## EXERCISE
All of the data should be output character for character, except the pictures.

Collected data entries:
....................

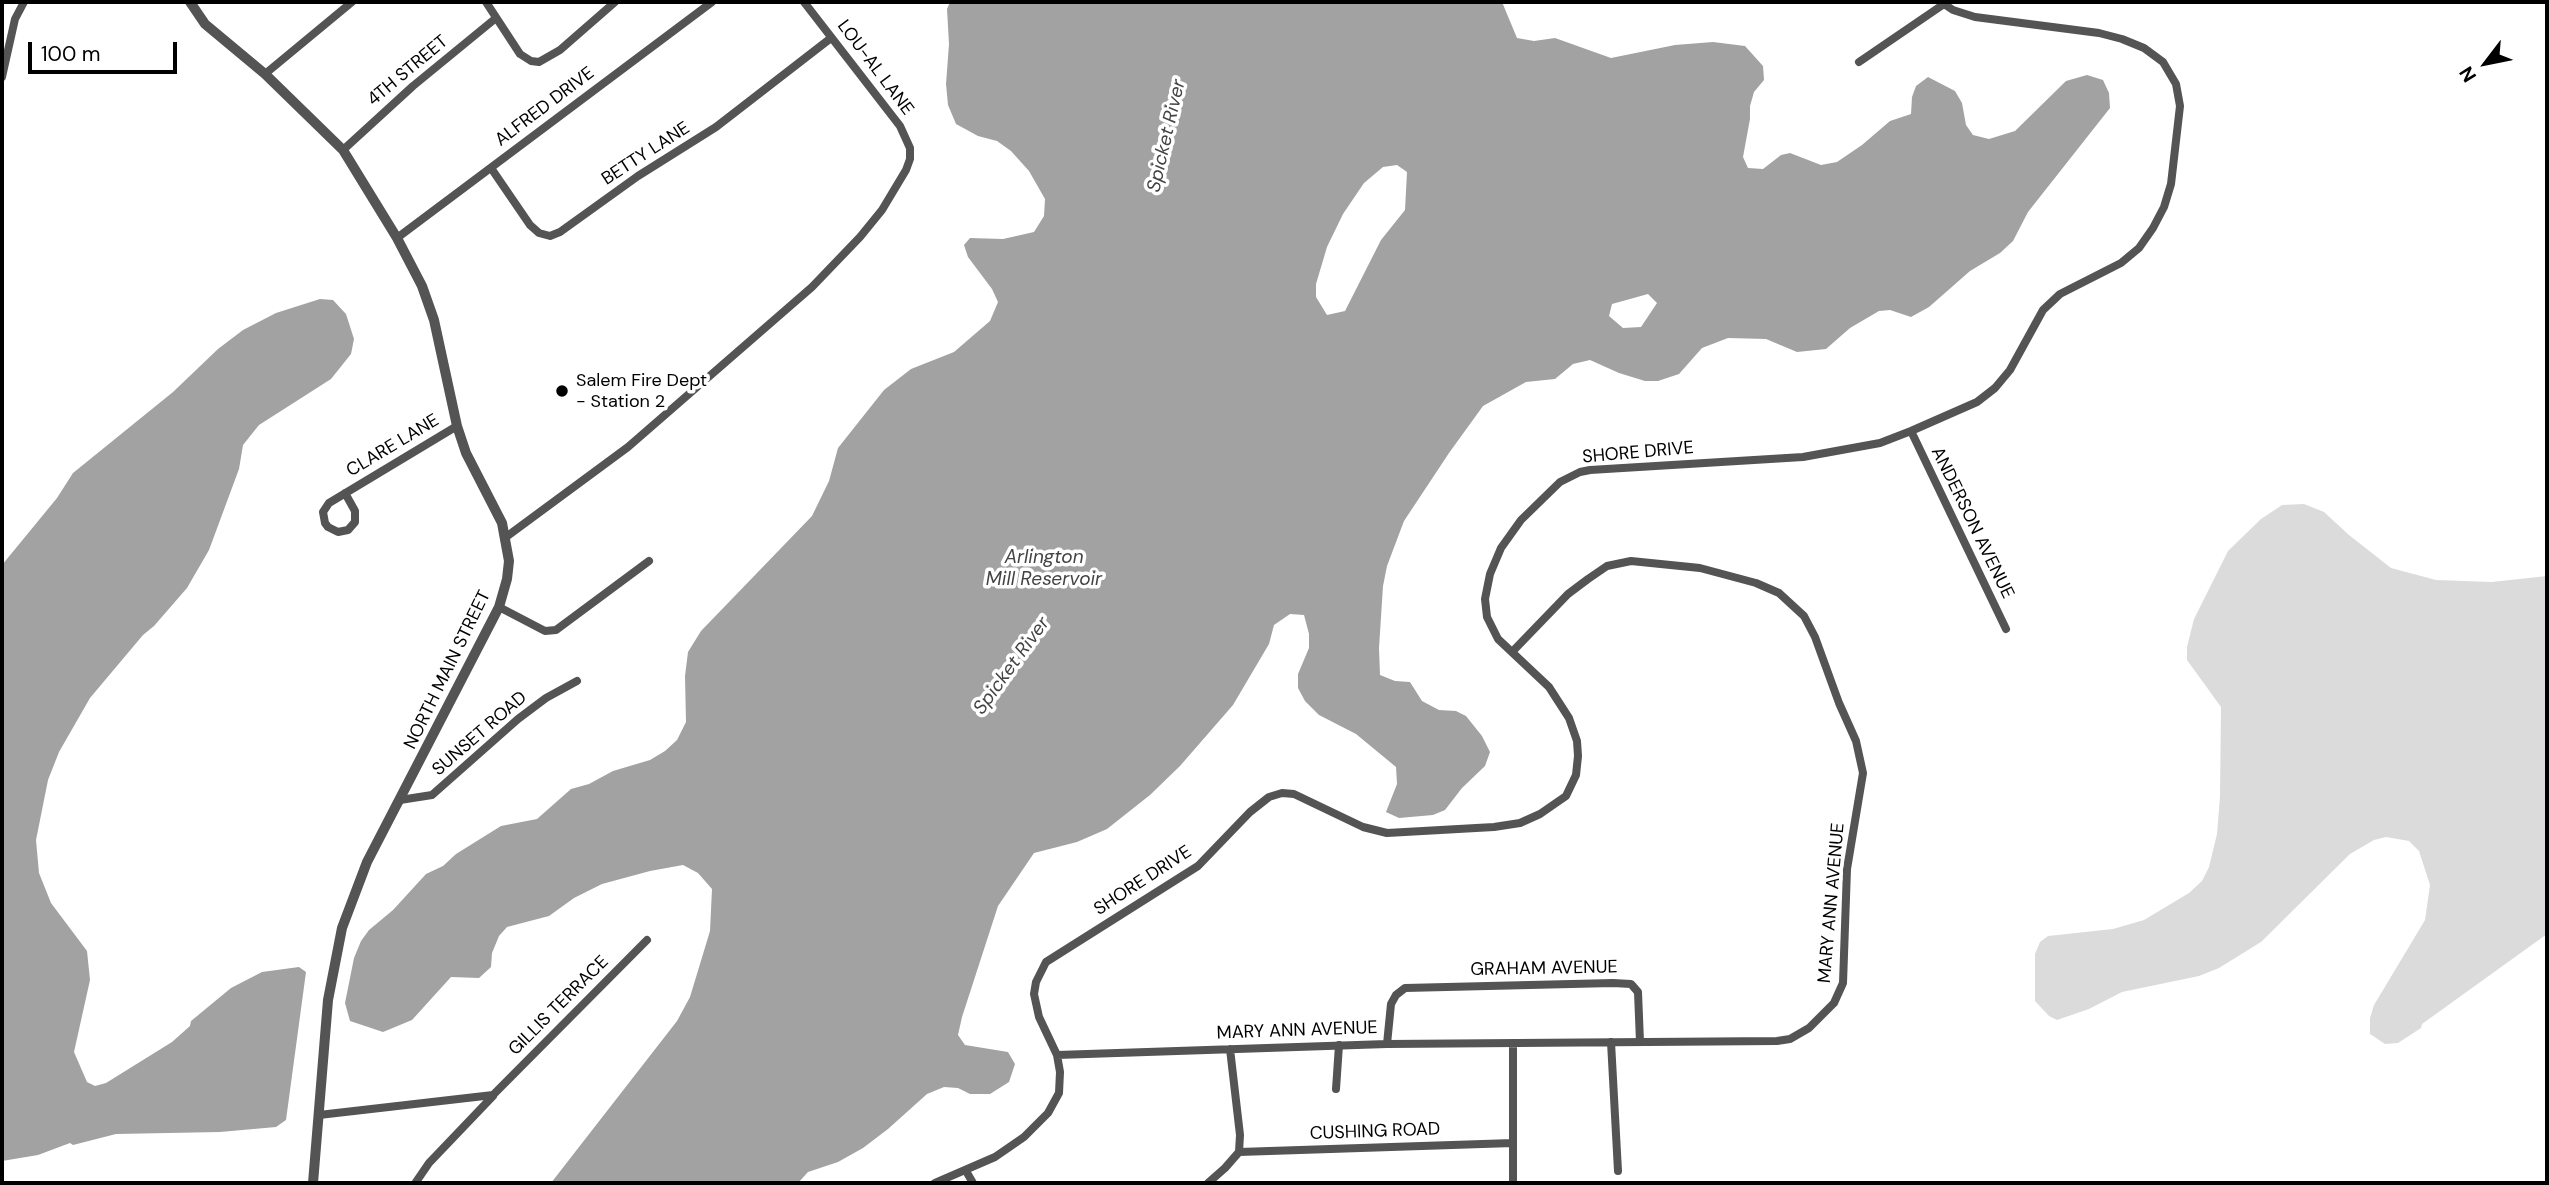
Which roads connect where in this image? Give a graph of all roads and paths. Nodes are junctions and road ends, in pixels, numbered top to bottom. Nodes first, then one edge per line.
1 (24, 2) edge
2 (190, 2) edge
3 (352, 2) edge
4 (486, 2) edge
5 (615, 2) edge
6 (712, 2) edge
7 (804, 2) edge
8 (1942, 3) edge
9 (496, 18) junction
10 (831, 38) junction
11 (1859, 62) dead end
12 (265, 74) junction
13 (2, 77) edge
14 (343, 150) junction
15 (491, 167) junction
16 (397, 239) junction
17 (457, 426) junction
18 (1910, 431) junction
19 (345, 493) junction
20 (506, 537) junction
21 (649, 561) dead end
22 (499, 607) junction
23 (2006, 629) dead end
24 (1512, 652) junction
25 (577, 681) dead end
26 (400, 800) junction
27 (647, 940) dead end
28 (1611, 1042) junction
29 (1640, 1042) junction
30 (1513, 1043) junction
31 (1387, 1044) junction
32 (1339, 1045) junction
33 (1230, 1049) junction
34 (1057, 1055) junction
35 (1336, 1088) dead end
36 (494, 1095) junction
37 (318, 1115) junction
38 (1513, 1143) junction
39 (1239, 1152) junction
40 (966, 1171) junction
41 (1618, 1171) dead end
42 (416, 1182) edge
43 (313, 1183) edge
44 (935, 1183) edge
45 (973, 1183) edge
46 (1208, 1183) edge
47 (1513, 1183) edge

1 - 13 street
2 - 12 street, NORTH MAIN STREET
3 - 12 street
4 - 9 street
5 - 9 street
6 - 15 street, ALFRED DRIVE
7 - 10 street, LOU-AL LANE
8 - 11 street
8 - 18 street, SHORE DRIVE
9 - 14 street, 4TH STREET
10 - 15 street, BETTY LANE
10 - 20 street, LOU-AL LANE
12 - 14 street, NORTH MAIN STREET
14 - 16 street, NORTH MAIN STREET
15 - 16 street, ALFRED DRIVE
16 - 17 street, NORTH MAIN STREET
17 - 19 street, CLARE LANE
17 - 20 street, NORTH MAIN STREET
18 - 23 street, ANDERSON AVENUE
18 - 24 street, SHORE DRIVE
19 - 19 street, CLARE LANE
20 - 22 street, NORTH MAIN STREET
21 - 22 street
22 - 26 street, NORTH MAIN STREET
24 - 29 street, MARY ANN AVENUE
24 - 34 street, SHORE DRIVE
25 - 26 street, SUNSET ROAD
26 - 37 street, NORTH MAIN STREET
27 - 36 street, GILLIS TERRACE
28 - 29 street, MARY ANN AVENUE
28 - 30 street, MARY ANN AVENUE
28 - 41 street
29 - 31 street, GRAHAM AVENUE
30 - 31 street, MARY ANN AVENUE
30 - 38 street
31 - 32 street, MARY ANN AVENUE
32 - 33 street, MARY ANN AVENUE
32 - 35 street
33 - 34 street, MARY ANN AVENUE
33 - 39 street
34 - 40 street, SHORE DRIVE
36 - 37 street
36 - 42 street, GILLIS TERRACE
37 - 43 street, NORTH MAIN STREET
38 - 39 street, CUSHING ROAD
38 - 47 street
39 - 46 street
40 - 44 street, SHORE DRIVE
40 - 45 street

....................

## ANSWER TO THIS EXERCISE
Which roads connect where in this image? Give a graph of all roads and paths. Nodes are junctions and road ends, in pixels, numbered top to bottom. Nodes first, then one edge per line.
1 (24, 2) edge
2 (190, 2) edge
3 (352, 2) edge
4 (486, 2) edge
5 (615, 2) edge
6 (712, 2) edge
7 (804, 2) edge
8 (1942, 3) edge
9 (496, 18) junction
10 (831, 38) junction
11 (1859, 62) dead end
12 (265, 74) junction
13 (2, 77) edge
14 (343, 150) junction
15 (491, 167) junction
16 (397, 239) junction
17 (457, 426) junction
18 (1910, 431) junction
19 (345, 493) junction
20 (506, 537) junction
21 (649, 561) dead end
22 (499, 607) junction
23 (2006, 629) dead end
24 (1512, 652) junction
25 (577, 681) dead end
26 (400, 800) junction
27 (647, 940) dead end
28 (1611, 1042) junction
29 (1640, 1042) junction
30 (1513, 1043) junction
31 (1387, 1044) junction
32 (1339, 1045) junction
33 (1230, 1049) junction
34 (1057, 1055) junction
35 (1336, 1088) dead end
36 (494, 1095) junction
37 (318, 1115) junction
38 (1513, 1143) junction
39 (1239, 1152) junction
40 (966, 1171) junction
41 (1618, 1171) dead end
42 (416, 1182) edge
43 (313, 1183) edge
44 (935, 1183) edge
45 (973, 1183) edge
46 (1208, 1183) edge
47 (1513, 1183) edge

1 - 13 street
2 - 12 street, NORTH MAIN STREET
3 - 12 street
4 - 9 street
5 - 9 street
6 - 15 street, ALFRED DRIVE
7 - 10 street, LOU-AL LANE
8 - 11 street
8 - 18 street, SHORE DRIVE
9 - 14 street, 4TH STREET
10 - 15 street, BETTY LANE
10 - 20 street, LOU-AL LANE
12 - 14 street, NORTH MAIN STREET
14 - 16 street, NORTH MAIN STREET
15 - 16 street, ALFRED DRIVE
16 - 17 street, NORTH MAIN STREET
17 - 19 street, CLARE LANE
17 - 20 street, NORTH MAIN STREET
18 - 23 street, ANDERSON AVENUE
18 - 24 street, SHORE DRIVE
19 - 19 street, CLARE LANE
20 - 22 street, NORTH MAIN STREET
21 - 22 street
22 - 26 street, NORTH MAIN STREET
24 - 29 street, MARY ANN AVENUE
24 - 34 street, SHORE DRIVE
25 - 26 street, SUNSET ROAD
26 - 37 street, NORTH MAIN STREET
27 - 36 street, GILLIS TERRACE
28 - 29 street, MARY ANN AVENUE
28 - 30 street, MARY ANN AVENUE
28 - 41 street
29 - 31 street, GRAHAM AVENUE
30 - 31 street, MARY ANN AVENUE
30 - 38 street
31 - 32 street, MARY ANN AVENUE
32 - 33 street, MARY ANN AVENUE
32 - 35 street
33 - 34 street, MARY ANN AVENUE
33 - 39 street
34 - 40 street, SHORE DRIVE
36 - 37 street
36 - 42 street, GILLIS TERRACE
37 - 43 street, NORTH MAIN STREET
38 - 39 street, CUSHING ROAD
38 - 47 street
39 - 46 street
40 - 44 street, SHORE DRIVE
40 - 45 street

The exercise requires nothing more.